What to produce:
Using the entries below, show all lines with the string "main".
######
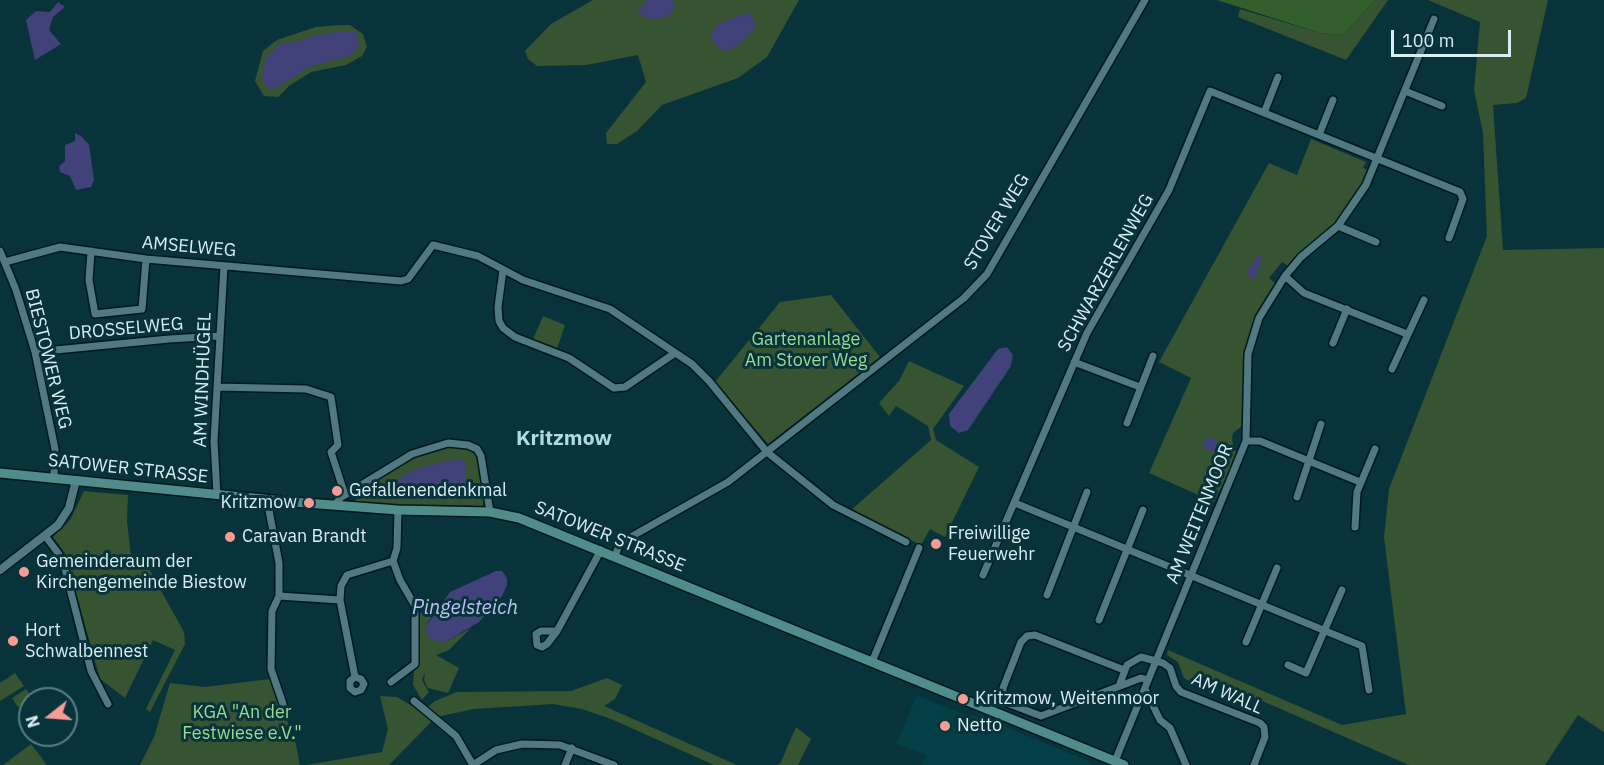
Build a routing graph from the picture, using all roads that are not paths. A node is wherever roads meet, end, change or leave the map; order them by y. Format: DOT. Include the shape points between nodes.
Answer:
graph roads {
  1 [pos="1145,0"];
  2 [pos="1434,19"];
  3 [pos="1278,77"];
  4 [pos="1405,91"];
  5 [pos="1333,100"];
  6 [pos="1442,106"];
  7 [pos="1264,113"];
  8 [pos="1319,135"];
  9 [pos="1378,158"];
  10 [pos="1338,226"];
  11 [pos="1449,238"];
  12 [pos="1376,242"];
  13 [pos="0,250"];
  14 [pos="91,251"];
  15 [pos="146,259"];
  16 [pos="5,262"];
  17 [pos="224,266"];
  18 [pos="503,270"];
  19 [pos="1285,276"];
  20 [pos="1424,300"];
  21 [pos="1347,309"];
  22 [pos="1407,334"];
  23 [pos="220,336"];
  24 [pos="1333,343"];
  25 [pos="34,352"];
  26 [pos="675,353"];
  27 [pos="1153,356"];
  28 [pos="1074,362"];
  29 [pos="1392,369"];
  30 [pos="218,387"];
  31 [pos="1140,387"];
  32 [pos="1127,423"];
  33 [pos="1321,424"];
  34 [pos="1246,441"];
  35 [pos="1375,449"];
  36 [pos="767,452"];
  37 [pos="1309,462"];
  38 [pos="0,473"];
  39 [pos="54,478"];
  40 [pos="76,480"];
  41 [pos="1360,482"];
  42 [pos="1087,492"];
  43 [pos="217,495"];
  44 [pos="345,495"];
  45 [pos="1297,497"];
  46 [pos="267,500"];
  47 [pos="1015,503"];
  48 [pos="335,505"];
  49 [pos="399,510"];
  50 [pos="1143,510"];
  51 [pos="489,512"];
  52 [pos="1074,527"];
  53 [pos="1355,528"];
  54 [pos="46,537"];
  55 [pos="906,542"];
  56 [pos="919,548"];
  57 [pos="601,550"];
  58 [pos="1127,550"];
  59 [pos="615,556"];
  60 [pos="393,561"];
  61 [pos="1277,568"];
  62 [pos="0,570"];
  63 [pos="983,575"];
  64 [pos="1190,577"];
  65 [pos="1342,590"];
  66 [pos="1047,595"];
  67 [pos="279,596"];
  68 [pos="340,600"];
  69 [pos="1260,605"];
  70 [pos="1099,620"];
  71 [pos="557,631"];
  72 [pos="1324,633"];
  73 [pos="1246,642"];
  74 [pos="1156,661"];
  75 [pos="872,662"];
  76 [pos="1288,665"];
  77 [pos="1124,670"];
  78 [pos="355,677"];
  79 [pos="1148,680"];
  80 [pos="391,682"];
  81 [pos="1119,686"];
  82 [pos="1145,688"];
  83 [pos="1369,690"];
  84 [pos="414,701"];
  85 [pos="108,704"];
  86 [pos="283,704"];
  87 [pos="572,748"];
  88 [pos="1115,763"];
  89 [pos="473,765"];
  90 [pos="565,765"];
  91 [pos="614,765"];
  92 [pos="1186,765"];
  93 [pos="1254,765"];
  1 -- 36 [label="street, STOVER WEG" via="987,274 964,298"];
  2 -- 4 [label="street, AM WEITENMOOR"];
  3 -- 7 [label="street"];
  4 -- 6 [label="street"];
  4 -- 9 [label="street, AM WEITENMOOR"];
  5 -- 8 [label="street"];
  7 -- 8 [label="street"];
  7 -- 28 [label="street, SCHWARZERLENWEG" via="1210,91 1169,190"];
  8 -- 9 [label="street"];
  9 -- 10 [label="street, AM WEITENMOOR" via="1366,185"];
  9 -- 11 [label="street" via="1460,192 1463,199"];
  10 -- 12 [label="street"];
  10 -- 19 [label="street, AM WEITENMOOR"];
  13 -- 16 [label="street, BIESTOWER WEG"];
  14 -- 15 [label="street, AMSELWEG"];
  14 -- 15 [label="street" via="89,280 95,314 142,309"];
  14 -- 16 [label="street, AMSELWEG" via="50,248"];
  15 -- 17 [label="street, AMSELWEG"];
  16 -- 25 [label="street, BIESTOWER WEG"];
  17 -- 18 [label="street, AMSELWEG" via="401,281 408,279 429,249 438,245 478,256"];
  17 -- 23 [label="street, AM WINDHÜGEL"];
  18 -- 26 [label="street" via="610,309"];
  18 -- 26 [label="street" via="498,307 503,328 515,337 569,358 614,388 625,387"];
  19 -- 21 [label="street" via="1304,293"];
  19 -- 34 [label="street, AM WEITENMOOR" via="1259,318 1248,354"];
  20 -- 22 [label="street"];
  21 -- 22 [label="street"];
  21 -- 24 [label="street"];
  22 -- 29 [label="street"];
  23 -- 25 [label="street, DROSSELWEG"];
  23 -- 30 [label="street, AM WINDHÜGEL"];
  25 -- 39 [label="street, BIESTOWER WEG" via="55,449"];
  26 -- 36 [label="street" via="710,381"];
  27 -- 31 [label="street"];
  28 -- 31 [label="street"];
  28 -- 47 [label="street, SCHWARZERLENWEG"];
  30 -- 43 [label="street, AM WINDHÜGEL" via="214,441"];
  30 -- 44 [label="street" via="306,389 331,397 338,444 331,452"];
  31 -- 32 [label="street"];
  33 -- 37 [label="street"];
  34 -- 37 [label="street" via="1260,441"];
  34 -- 64 [label="street, AM WEITENMOOR"];
  35 -- 41 [label="street"];
  36 -- 55 [label="street" via="833,505"];
  36 -- 59 [label="street, STOVER WEG" via="728,482 620,543"];
  37 -- 41 [label="street"];
  37 -- 45 [label="street"];
  38 -- 39 [label="main road, SATOWER STRASSE"];
  39 -- 40 [label="main road, SATOWER STRASSE"];
  40 -- 43 [label="main road, SATOWER STRASSE"];
  40 -- 54 [label="street" via="69,508"];
  41 -- 53 [label="street"];
  42 -- 52 [label="street"];
  43 -- 46 [label="main road, SATOWER STRASSE"];
  44 -- 48 [label="street"];
  44 -- 51 [label="street" via="431,446 468,445 482,456"];
  46 -- 48 [label="main road, SATOWER STRASSE"];
  46 -- 67 [label="street" via="279,563"];
  47 -- 52 [label="street"];
  47 -- 63 [label="street, SCHWARZERLENWEG"];
  48 -- 49 [label="main road, SATOWER STRASSE"];
  49 -- 51 [label="main road, SATOWER STRASSE"];
  49 -- 60 [label="street"];
  50 -- 58 [label="street"];
  51 -- 57 [label="main road, SATOWER STRASSE" via="524,519"];
  52 -- 58 [label="street"];
  52 -- 66 [label="street"];
  54 -- 62 [label="street"];
  54 -- 85 [label="street" via="65,569 95,684"];
  56 -- 75 [label="street"];
  57 -- 59 [label="main road, SATOWER STRASSE"];
  57 -- 71 [label="street"];
  58 -- 64 [label="street"];
  58 -- 70 [label="street"];
  59 -- 75 [label="main road, SATOWER STRASSE"];
  60 -- 68 [label="street" via="347,575"];
  60 -- 80 [label="street" via="415,606 415,664"];
  61 -- 69 [label="street"];
  64 -- 69 [label="street"];
  64 -- 74 [label="street, AM WEITENMOOR"];
  65 -- 72 [label="street"];
  67 -- 68 [label="street"];
  67 -- 86 [label="street" via="272,611 271,651 272,675"];
  68 -- 78 [label="street"];
  69 -- 72 [label="street"];
  69 -- 73 [label="street"];
  72 -- 76 [label="street" via="1306,673"];
  72 -- 83 [label="street" via="1362,646"];
  74 -- 77 [label="street" via="1141,657"];
  74 -- 79 [label="street, AM WEITENMOOR"];
  74 -- 93 [label="street, AM WALL" via="1170,668 1181,692 1260,723 1265,737"];
  75 -- 88 [label="main road, SATOWER STRASSE"];
  77 -- 81 [label="street"];
  77 -- 81 [label="street" via="1035,635 1027,636 1003,688 1007,703 1041,716"];
  79 -- 81 [label="street" via="1141,678"];
  79 -- 82 [label="street, AM WEITENMOOR"];
  82 -- 88 [label="street, AM WEITENMOOR"];
  82 -- 92 [label="street" via="1160,720 1170,728"];
  84 -- 89 [label="street" via="456,736"];
  87 -- 89 [label="street" via="507,746"];
  87 -- 90 [label="street"];
  87 -- 91 [label="street"];
}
######
Your solution:
  38 -- 39 [label="main road, SATOWER STRASSE"];
  39 -- 40 [label="main road, SATOWER STRASSE"];
  40 -- 43 [label="main road, SATOWER STRASSE"];
  43 -- 46 [label="main road, SATOWER STRASSE"];
  46 -- 48 [label="main road, SATOWER STRASSE"];
  48 -- 49 [label="main road, SATOWER STRASSE"];
  49 -- 51 [label="main road, SATOWER STRASSE"];
  51 -- 57 [label="main road, SATOWER STRASSE" via="524,519"];
  57 -- 59 [label="main road, SATOWER STRASSE"];
  59 -- 75 [label="main road, SATOWER STRASSE"];
  75 -- 88 [label="main road, SATOWER STRASSE"];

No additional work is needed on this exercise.